— Я рада, что Асталош наконец получил по заслугам, — сказала тетя Эльза.
— Почему ты рада? — спросил дядя Филипп.
— Каждый честный человек радуется, если мерзавцы получают заслуженное наказание.
— А почему ты считаешь Асталоша мерзавцем?
— Почему я так думаю? — удивилась тетя Эльза. — Ведь это же известно всем.
— Кто это «все»? — продолжал спрашивать дядя Филипп.
— Кто это «все»? — повторила вопрос тетя Эльза. — Знаешь, Филипп, ты стал задавать такие вопросы, что можно подумать, будто ты не воспитываешь Гезу, а наоборот, учишься у него.
— Все! — повторил дядя Филипп задумчиво. — Все, все…
Когда дядя Филипп смеялся, он был похож на цыгана. Когда он задумывался, как это было сейчас, его узкое, гладко выбритое лицо каким-то образом напоминало бородатую физиономию старого еврея.
— Все… Знаешь, Эльза, — заговорил дядя Филипп медленно и отрывисто, — примерно две тысячи лет тому назад у древних евреев существовал интересный закон. Если кого-либо обвиняли в совершении тяжелого преступления, то его приводили в суд, состоявший чуть ли не из ста — не помню точно число — человек. Члены суда решали вопрос о виновности человека тайным голосованием. Простого большинства голосов было достаточно, чтобы побить обвиняемого камнями или же освободить. Но если все судьи единогласно голосовали за виновность обвиняемого, то его освобождали, точно так же, как если бы все голосовали за его невиновность. Какой был смысл этого закона? Древние евреи очень хорошо знали себя.

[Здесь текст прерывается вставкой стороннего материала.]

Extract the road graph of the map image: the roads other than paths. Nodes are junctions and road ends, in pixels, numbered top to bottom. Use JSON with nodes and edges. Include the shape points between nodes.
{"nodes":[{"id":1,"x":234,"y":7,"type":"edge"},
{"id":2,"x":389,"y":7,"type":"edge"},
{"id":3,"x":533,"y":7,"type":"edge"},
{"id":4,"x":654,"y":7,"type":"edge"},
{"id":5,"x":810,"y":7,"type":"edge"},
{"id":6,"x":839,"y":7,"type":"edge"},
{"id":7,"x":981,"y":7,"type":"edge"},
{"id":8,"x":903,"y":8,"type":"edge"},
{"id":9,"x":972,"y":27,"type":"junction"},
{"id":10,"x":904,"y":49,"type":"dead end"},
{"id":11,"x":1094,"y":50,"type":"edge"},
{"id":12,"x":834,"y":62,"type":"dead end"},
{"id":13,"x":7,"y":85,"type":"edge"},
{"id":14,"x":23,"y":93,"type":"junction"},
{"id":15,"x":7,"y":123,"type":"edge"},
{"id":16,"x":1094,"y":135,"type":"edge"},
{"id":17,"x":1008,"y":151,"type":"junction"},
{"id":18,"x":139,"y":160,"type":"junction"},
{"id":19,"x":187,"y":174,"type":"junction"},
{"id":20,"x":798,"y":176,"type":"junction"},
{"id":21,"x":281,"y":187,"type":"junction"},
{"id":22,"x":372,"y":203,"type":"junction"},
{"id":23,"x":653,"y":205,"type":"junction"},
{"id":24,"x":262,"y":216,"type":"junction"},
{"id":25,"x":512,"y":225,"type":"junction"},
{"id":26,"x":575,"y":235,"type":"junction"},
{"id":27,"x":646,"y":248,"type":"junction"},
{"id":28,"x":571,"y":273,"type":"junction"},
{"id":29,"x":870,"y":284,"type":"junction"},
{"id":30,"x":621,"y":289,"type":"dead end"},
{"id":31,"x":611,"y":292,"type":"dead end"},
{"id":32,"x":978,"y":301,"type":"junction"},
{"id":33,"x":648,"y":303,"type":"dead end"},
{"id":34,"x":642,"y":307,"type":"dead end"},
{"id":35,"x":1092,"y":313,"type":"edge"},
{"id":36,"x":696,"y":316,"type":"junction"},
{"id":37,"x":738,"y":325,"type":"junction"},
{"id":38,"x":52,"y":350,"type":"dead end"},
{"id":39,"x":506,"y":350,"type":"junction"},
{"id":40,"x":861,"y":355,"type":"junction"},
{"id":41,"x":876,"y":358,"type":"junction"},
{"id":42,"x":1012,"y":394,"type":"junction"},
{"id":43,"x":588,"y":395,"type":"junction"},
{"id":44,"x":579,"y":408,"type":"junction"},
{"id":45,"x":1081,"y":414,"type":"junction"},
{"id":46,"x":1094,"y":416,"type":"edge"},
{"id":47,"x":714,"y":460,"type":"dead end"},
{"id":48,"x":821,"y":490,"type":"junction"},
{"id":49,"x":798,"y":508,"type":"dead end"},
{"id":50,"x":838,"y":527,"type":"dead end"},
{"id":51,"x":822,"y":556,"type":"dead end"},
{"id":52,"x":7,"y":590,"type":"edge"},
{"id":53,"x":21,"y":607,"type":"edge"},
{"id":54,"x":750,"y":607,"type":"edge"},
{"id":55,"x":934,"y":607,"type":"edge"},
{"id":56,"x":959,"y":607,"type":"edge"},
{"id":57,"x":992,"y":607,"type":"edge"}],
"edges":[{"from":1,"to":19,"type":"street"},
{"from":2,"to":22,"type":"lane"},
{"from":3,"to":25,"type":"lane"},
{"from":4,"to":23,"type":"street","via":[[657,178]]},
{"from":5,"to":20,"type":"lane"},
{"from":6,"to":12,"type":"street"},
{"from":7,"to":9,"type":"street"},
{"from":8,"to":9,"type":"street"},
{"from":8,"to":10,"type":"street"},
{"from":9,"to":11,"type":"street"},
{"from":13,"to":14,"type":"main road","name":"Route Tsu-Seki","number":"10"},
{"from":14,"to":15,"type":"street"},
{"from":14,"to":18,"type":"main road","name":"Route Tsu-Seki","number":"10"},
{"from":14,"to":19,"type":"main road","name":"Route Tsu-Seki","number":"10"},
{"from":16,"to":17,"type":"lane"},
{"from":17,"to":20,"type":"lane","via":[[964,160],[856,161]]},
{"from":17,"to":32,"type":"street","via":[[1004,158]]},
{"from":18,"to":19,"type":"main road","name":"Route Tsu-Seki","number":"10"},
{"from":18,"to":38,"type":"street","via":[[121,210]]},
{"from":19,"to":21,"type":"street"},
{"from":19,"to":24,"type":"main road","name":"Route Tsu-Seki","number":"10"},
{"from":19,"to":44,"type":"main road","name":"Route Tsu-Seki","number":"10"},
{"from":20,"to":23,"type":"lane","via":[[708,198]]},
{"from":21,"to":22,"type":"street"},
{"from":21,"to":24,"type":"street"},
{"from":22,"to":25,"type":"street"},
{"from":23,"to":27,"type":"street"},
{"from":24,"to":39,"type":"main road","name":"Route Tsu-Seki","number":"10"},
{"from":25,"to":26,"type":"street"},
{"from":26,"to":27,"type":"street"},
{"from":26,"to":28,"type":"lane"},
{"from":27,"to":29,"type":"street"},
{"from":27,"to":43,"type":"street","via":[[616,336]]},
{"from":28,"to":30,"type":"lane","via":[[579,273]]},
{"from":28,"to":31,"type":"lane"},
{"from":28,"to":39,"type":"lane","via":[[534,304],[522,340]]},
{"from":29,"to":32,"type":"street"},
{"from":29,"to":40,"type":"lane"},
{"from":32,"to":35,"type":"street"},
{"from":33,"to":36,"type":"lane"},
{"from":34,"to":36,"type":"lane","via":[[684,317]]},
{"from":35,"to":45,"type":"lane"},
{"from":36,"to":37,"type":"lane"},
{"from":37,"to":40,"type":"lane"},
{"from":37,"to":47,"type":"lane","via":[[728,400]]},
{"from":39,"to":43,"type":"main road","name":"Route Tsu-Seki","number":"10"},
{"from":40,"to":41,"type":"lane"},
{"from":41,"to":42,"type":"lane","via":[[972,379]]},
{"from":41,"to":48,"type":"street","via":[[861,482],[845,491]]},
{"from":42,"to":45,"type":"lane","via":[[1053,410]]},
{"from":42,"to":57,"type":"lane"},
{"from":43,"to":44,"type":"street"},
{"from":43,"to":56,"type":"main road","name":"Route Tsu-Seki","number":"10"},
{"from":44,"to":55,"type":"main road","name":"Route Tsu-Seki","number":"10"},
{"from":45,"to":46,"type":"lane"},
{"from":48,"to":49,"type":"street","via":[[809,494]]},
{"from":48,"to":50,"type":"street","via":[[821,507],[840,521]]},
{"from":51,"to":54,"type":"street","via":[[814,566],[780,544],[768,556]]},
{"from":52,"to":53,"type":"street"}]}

Они знали, что если все считают кого-нибудь преступником, то он уже не обыкновенный преступник, его преступление не обычное, он хочет чего-нибудь отличного от того, что есть, и поэтому по отношению к нему судьями руководила не одна только любовь к истине, но и их приверженность к привычным условиям жизни. Поняла? А что касается Асталоша, — голос дяди Филиппа зазвучал твердо, — его не все считают преступником. Надо спросить матерей, которые не могут дать хлеба своим голодающим детям, какого они мнения об Асталоше. Если ты хочешь это узнать, Эльза, я могу дать тебе тысячи адресов.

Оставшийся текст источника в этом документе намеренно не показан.